Women may be overrepresented in the growing sectors of the economy, but those sectors pay poverty wages. The public sector job cuts that have been largely responsible for unemployment remaining at or near 8 percent have fallen disproportionately on women (and women of color are hit the hardest). Those good union jobs disappear, and are replaced with a minimum-wage gig at Walmart—and even in retail, women make only 90 percent of what men make.

“All work is gendered. And the economy that we have assigns different levels of value based off of that,” says Ai-Jen Poo, executive director of the National Domestic Workers Alliance. Poo came to labor organizing through feminism.

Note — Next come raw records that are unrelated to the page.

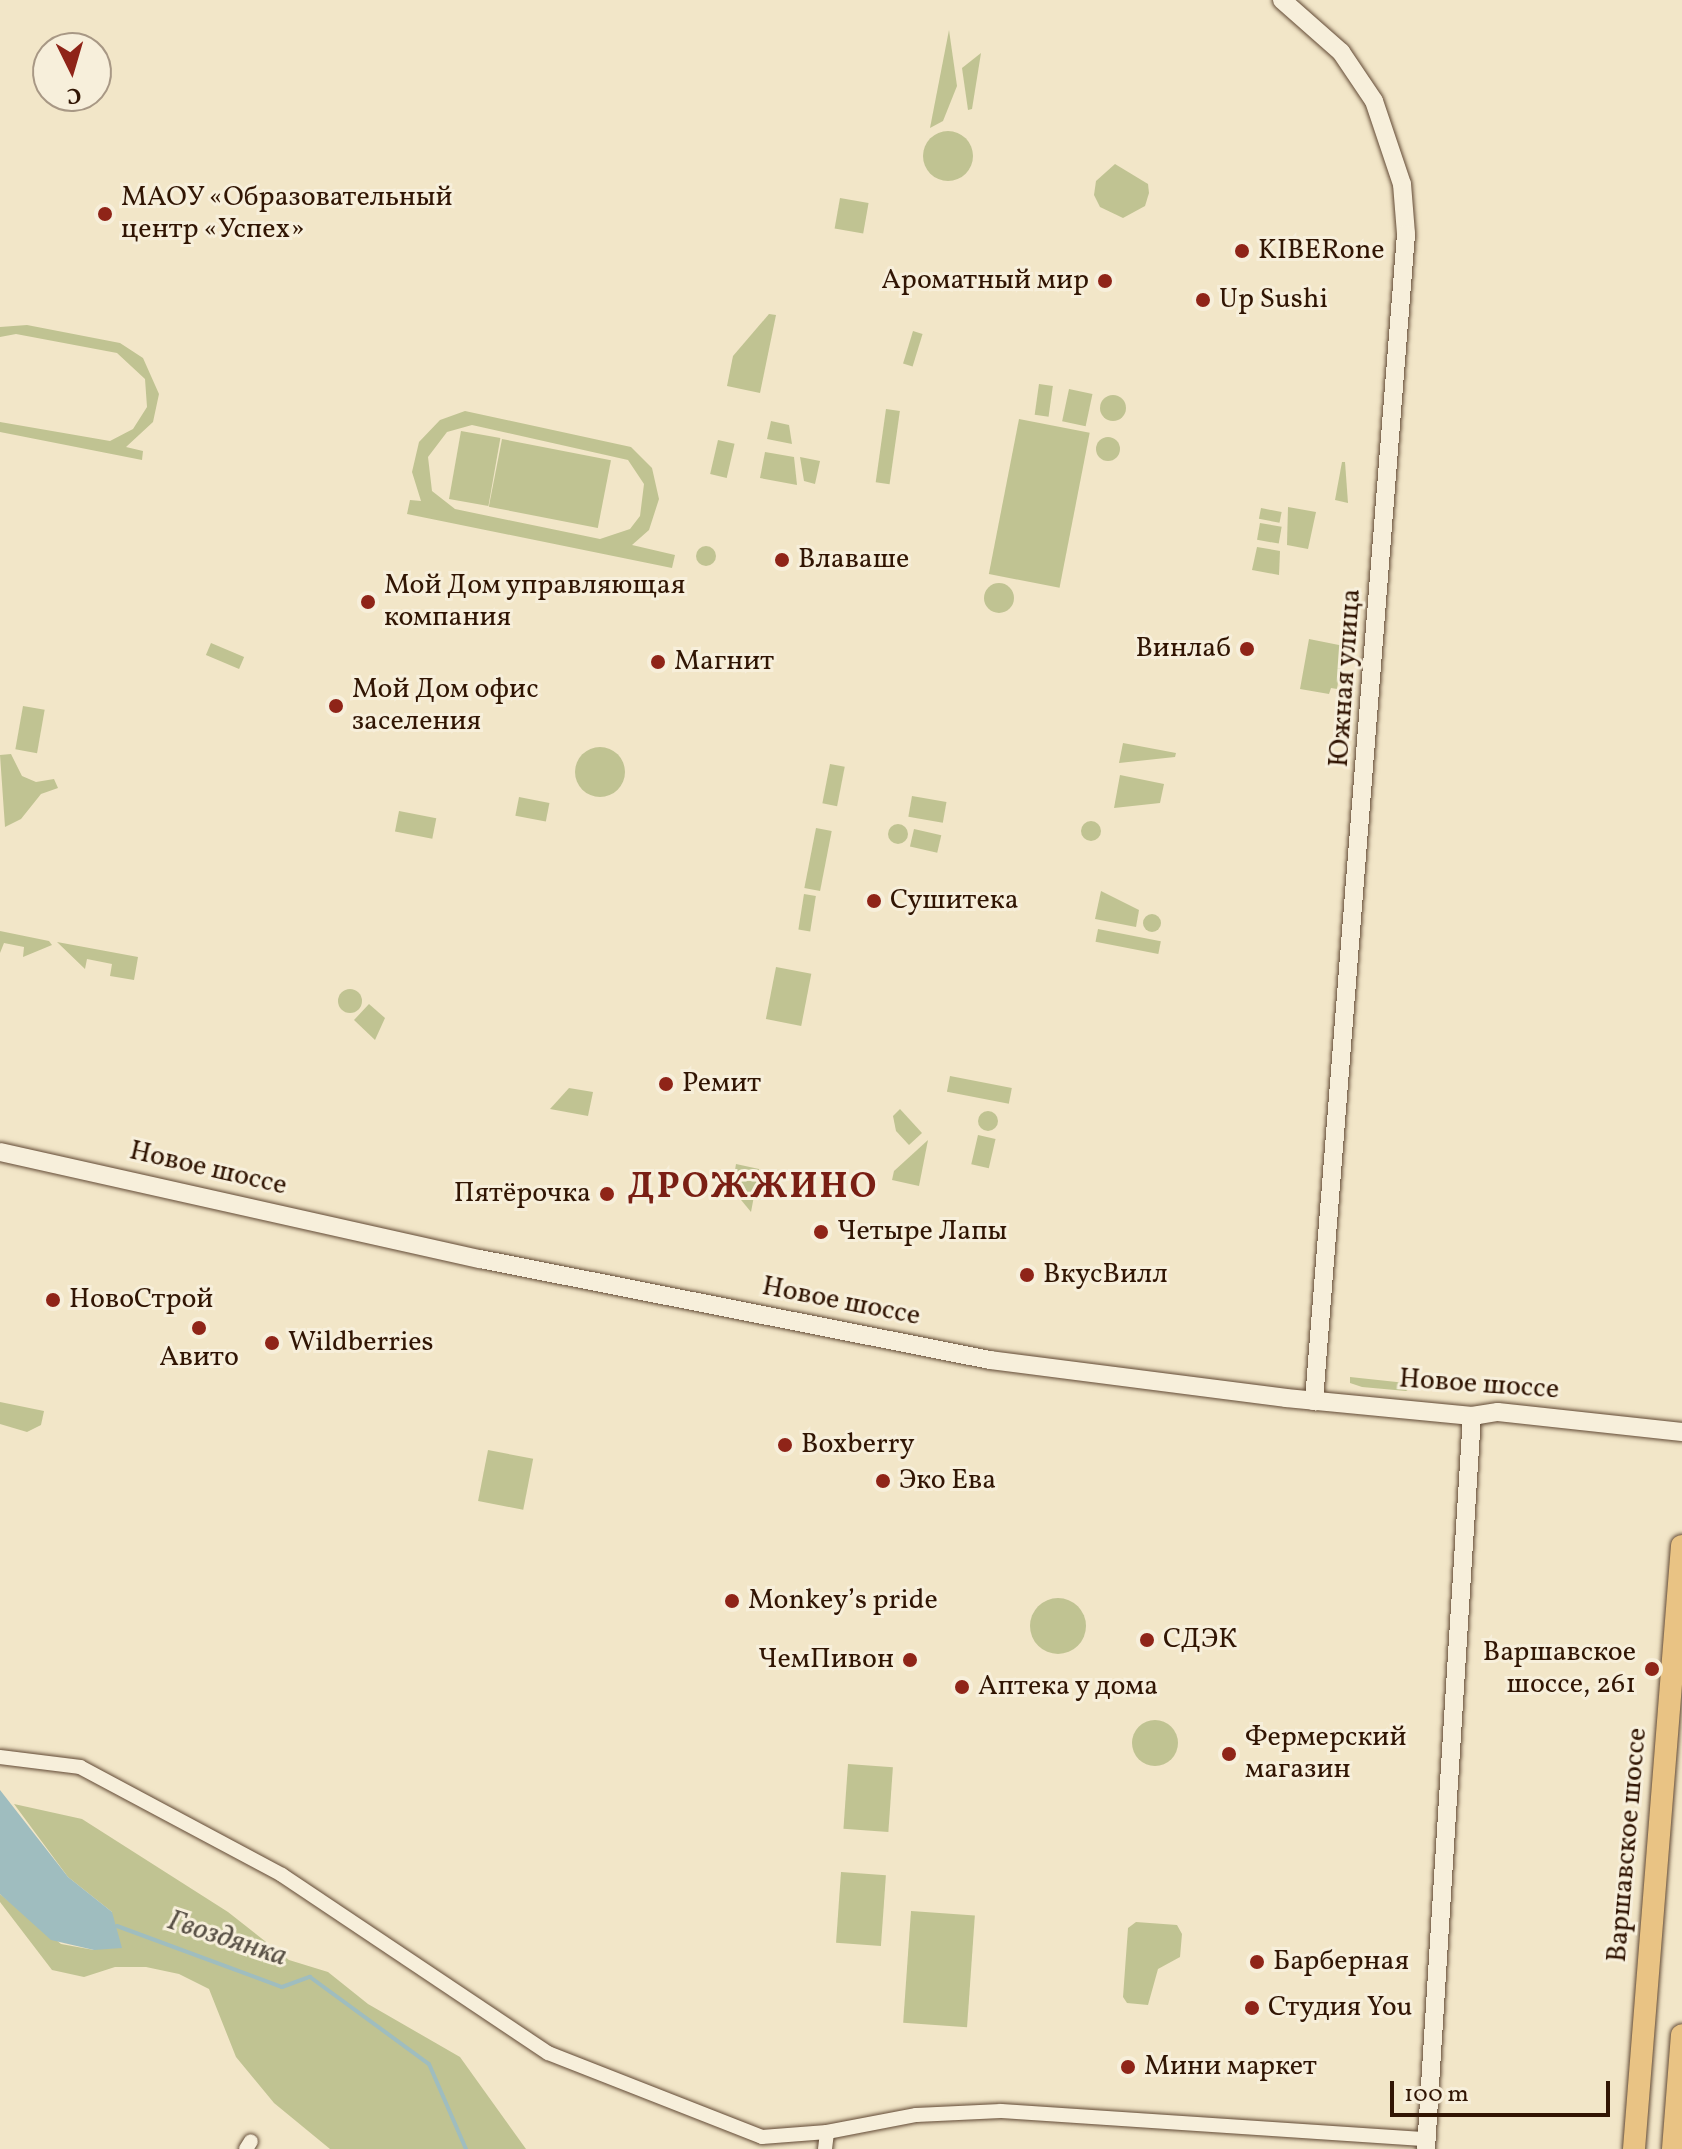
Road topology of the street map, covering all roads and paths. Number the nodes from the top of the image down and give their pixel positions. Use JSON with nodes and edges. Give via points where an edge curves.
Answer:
{"nodes":[{"id":1,"x":1282,"y":0,"type":"edge"},
{"id":2,"x":0,"y":1152,"type":"edge"},
{"id":3,"x":1314,"y":1401,"type":"junction"},
{"id":4,"x":1472,"y":1416,"type":"junction"},
{"id":5,"x":1682,"y":1432,"type":"edge"},
{"id":6,"x":1682,"y":1546,"type":"edge"},
{"id":7,"x":0,"y":1757,"type":"edge"},
{"id":8,"x":1682,"y":2035,"type":"edge"},
{"id":9,"x":827,"y":2132,"type":"junction"},
{"id":10,"x":1427,"y":2144,"type":"edge"},
{"id":11,"x":825,"y":2149,"type":"edge"},
{"id":12,"x":1634,"y":2149,"type":"edge"},
{"id":13,"x":1673,"y":2149,"type":"edge"}],
"edges":[{"from":1,"to":3,"type":"street","name":"Южная улица","via":[[1330,40],[1374,101],[1402,184],[1406,234]]},
{"from":2,"to":3,"type":"street","name":"Новое шоссе","via":[[495,1262],[990,1360]]},
{"from":3,"to":4,"type":"street","name":"Новое шоссе"},
{"from":4,"to":5,"type":"street","name":"Новое шоссе","via":[[1498,1412]]},
{"from":4,"to":10,"type":"street"},
{"from":6,"to":12,"type":"main road","name":"Варшавское шоссе"},
{"from":7,"to":9,"type":"street","via":[[80,1767],[282,1875],[548,2053],[762,2137]]},
{"from":8,"to":13,"type":"main road"},
{"from":9,"to":10,"type":"street","via":[[916,2115],[1001,2111]]},
{"from":9,"to":11,"type":"street"}]}
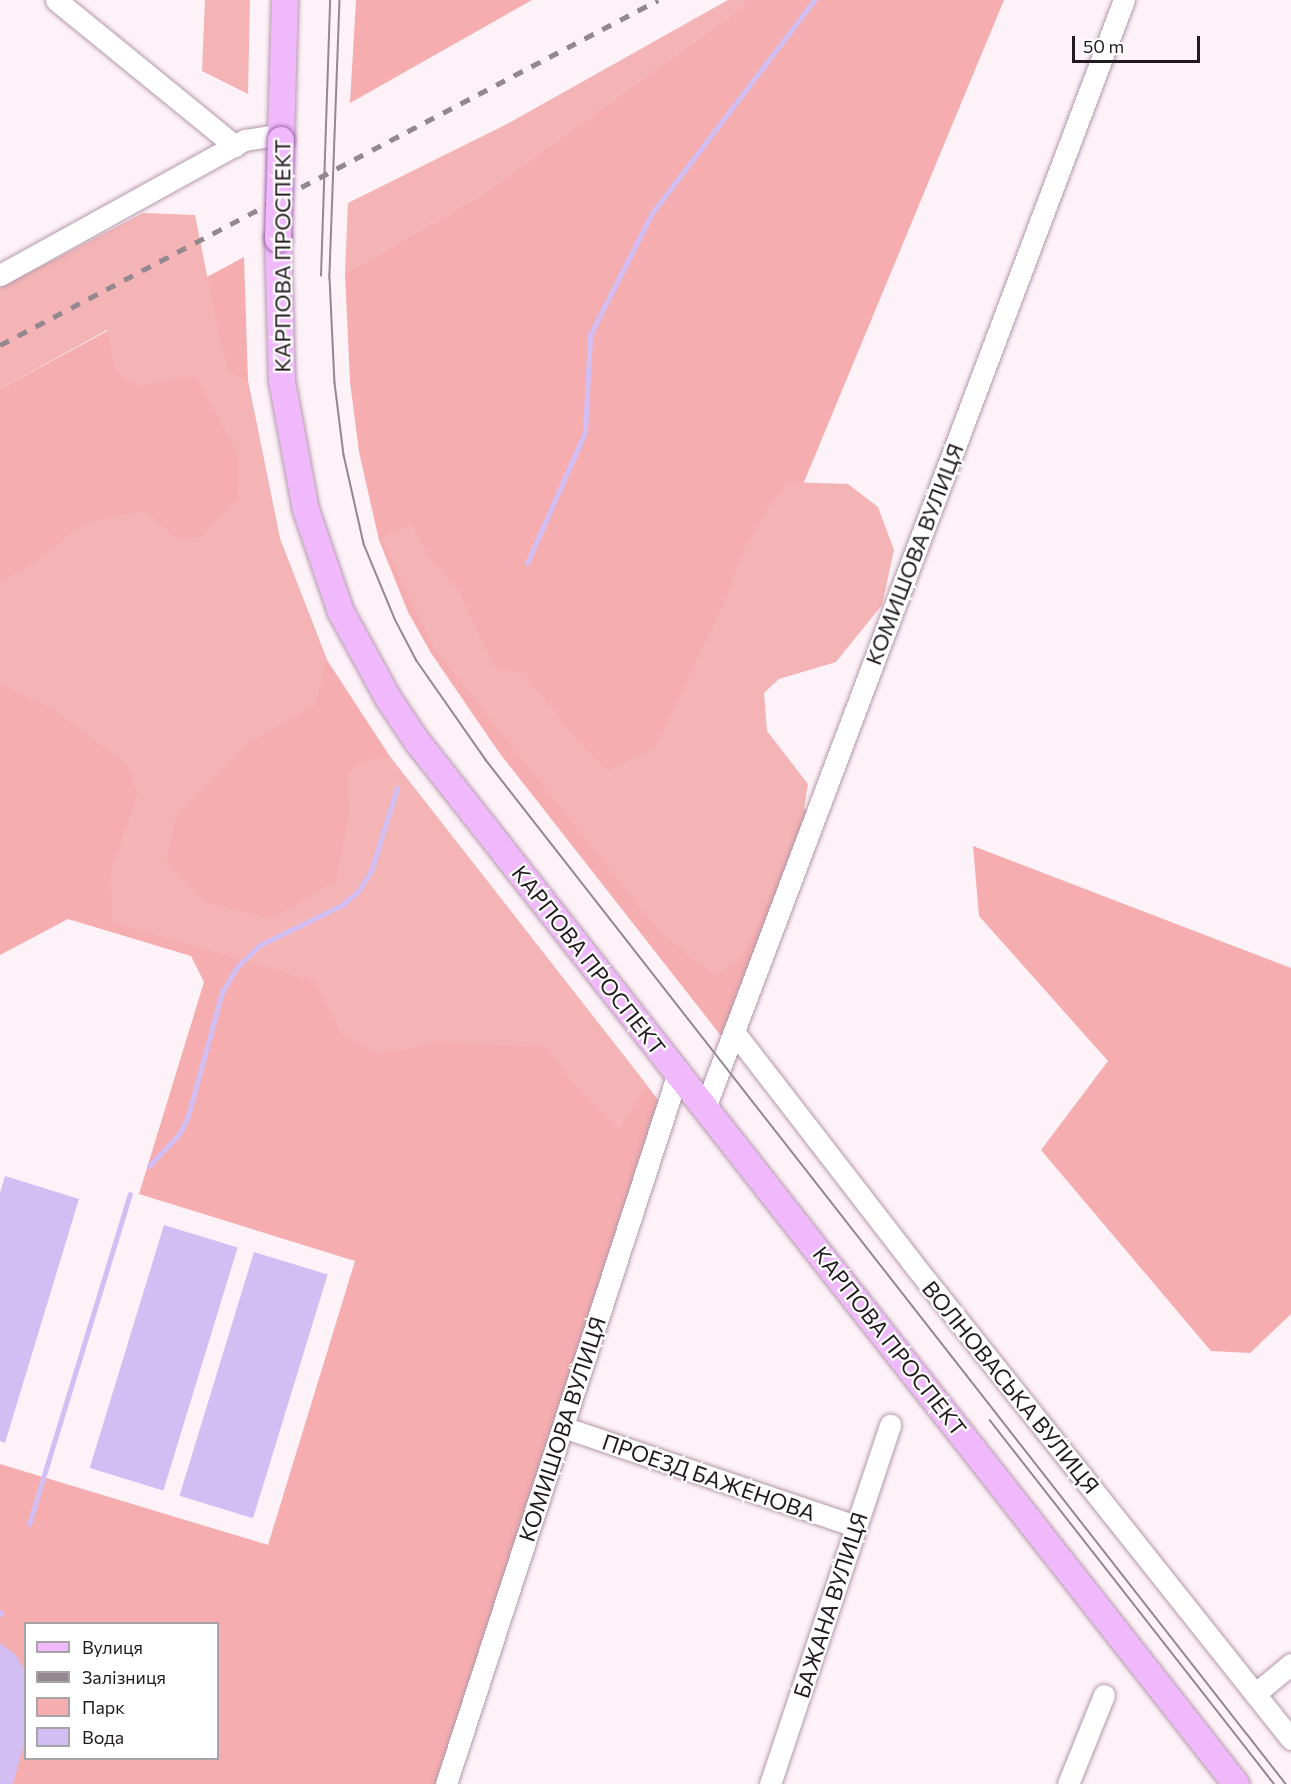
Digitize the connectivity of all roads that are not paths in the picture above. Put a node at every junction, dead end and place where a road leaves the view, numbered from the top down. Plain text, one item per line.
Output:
1 (56, 0) edge
2 (285, 0) edge
3 (1124, 0) edge
4 (281, 137) junction
5 (235, 146) junction
6 (1, 273) edge
7 (734, 1032) junction
8 (678, 1074) junction
9 (705, 1108) junction
10 (890, 1425) dead end
11 (562, 1427) junction
12 (856, 1526) junction
13 (1291, 1664) edge
14 (1255, 1694) junction
15 (1104, 1695) dead end
16 (1291, 1739) edge
17 (447, 1784) edge
18 (770, 1784) edge
19 (1068, 1784) edge
20 (1236, 1784) edge

1 - 5 street
2 - 4 main road, КАРПОВА ПРОСПЕКТ
3 - 7 street, КОМИШОВА ВУЛИЦЯ
4 - 5 street
4 - 8 main road, КАРПОВА ПРОСПЕКТ, bridge
5 - 6 street
7 - 9 street, КОМИШОВА ВУЛИЦЯ
7 - 14 street, ВОЛНОВАСЬКА ВУЛИЦЯ
8 - 9 main road, КАРПОВА ПРОСПЕКТ
8 - 11 street, КОМИШОВА ВУЛИЦЯ
9 - 20 main road, КАРПОВА ПРОСПЕКТ
10 - 12 street, БАЖАНА ВУЛИЦЯ
11 - 12 street, ПРОЕЗД БАЖЕНОВА
11 - 17 street, КОМИШОВА ВУЛИЦЯ
12 - 18 street, БАЖАНА ВУЛИЦЯ
13 - 14 street
14 - 16 street, ВОЛНОВАСЬКА ВУЛИЦЯ
15 - 19 street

As a volunteer in a domestic violence shelter for Asian immigrant women, she explains, she realized that it was women who had economic opportunities who were able to break the cycle of violence. She brings a sharp gender analysis to the struggle for respect and better treatment for the workers, mostly women, who “make all other work possible.”
This isn't the whole article, its longer and well worth the read.

A woman I volunteer with were talking a bit about this issue today, not so much in terms of labour (although we got on the topic because she's doing her thesis on Walmart union efforts), but just talking about the failure of white, cis, and/or middle class feminism to see the movement as something other than what benefits them, such as not being inclusive of gender minorities, Caitlin Moran saying she doesn't give a shit if people of colour aren't represented on TV, etc. Its something that is increasingly frustrating me and "trickle down feminism" is a wonderful way to describe the lack of attention to women's poverty and labour rights, as well as anything well off feminists decide to ignore in favour of what is important to them.